К сожалению, и в наши дни есть людишки, которые, топя товарища, строят на стукачестве свою карьеру.
Тяжелая утрата
Еще Лазарь Кокышев запомнился мне как заботливый отец. Очень любил своих двух дочерей. Он тяжело переживал гибель безвременно ушедшей маленькой дочурки Марины. Это было для него тяжелой утратой, с которой он не мог смириться. Незаживающая душевная рана долго мучила писателя. Посмертно он посвятил Марине множество стихов.

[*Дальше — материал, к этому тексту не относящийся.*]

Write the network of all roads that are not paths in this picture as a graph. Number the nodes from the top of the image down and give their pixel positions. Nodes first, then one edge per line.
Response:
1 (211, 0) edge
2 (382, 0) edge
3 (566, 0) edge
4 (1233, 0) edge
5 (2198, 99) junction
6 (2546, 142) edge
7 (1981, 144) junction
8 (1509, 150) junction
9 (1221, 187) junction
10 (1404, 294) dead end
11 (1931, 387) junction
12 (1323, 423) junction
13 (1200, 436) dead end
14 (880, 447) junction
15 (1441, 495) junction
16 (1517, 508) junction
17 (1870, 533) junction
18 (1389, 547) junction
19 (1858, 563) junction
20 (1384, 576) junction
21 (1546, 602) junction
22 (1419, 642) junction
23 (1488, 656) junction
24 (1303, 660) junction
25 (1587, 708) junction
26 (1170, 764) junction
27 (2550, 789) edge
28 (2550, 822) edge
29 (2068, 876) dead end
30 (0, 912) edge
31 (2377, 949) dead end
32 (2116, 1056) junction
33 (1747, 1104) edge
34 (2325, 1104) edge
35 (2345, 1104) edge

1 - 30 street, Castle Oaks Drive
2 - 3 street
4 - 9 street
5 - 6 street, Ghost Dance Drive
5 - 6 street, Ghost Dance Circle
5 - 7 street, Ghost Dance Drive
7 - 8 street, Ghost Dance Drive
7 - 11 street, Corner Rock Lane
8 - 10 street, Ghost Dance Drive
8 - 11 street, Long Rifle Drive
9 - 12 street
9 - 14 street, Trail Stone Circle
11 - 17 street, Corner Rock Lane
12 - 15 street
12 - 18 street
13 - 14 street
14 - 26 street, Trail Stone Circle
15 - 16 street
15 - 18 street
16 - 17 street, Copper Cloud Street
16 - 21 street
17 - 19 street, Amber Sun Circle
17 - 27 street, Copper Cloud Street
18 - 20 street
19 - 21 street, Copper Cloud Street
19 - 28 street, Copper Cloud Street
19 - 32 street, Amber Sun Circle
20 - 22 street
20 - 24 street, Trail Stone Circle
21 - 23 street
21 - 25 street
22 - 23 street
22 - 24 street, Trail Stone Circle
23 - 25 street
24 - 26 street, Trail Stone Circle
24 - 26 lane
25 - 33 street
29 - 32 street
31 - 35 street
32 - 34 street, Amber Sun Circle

«Образ стога немножко кривой»
В советские годы широко практиковалась выездная работа в колхозах. Однажды всем коллективом нашего издательства мы поехали на сеноуборку в Каспу Шебалинского района. Меня, как самого молодого и проворного, подняли наверх вершить стог. Снизу мне подавали сено, а я старательно правил верхушку. Команды снизу подавали мне местные каспинские ребята, кто-то из них по алтайски поинтересовался: «Лазарь Васильевич, на ваш взгляд, правильно ли вершится стог?» Он ответил тоже по-алтайски: «Образ стога немножко кривой». Все дружно рассмеялись, так как прекрасно помнили уроки литературы… С тех пор слова Лазаря Кокышева «Обоонын образы эмеш дянтык» стали в Каспе крылатой фразой.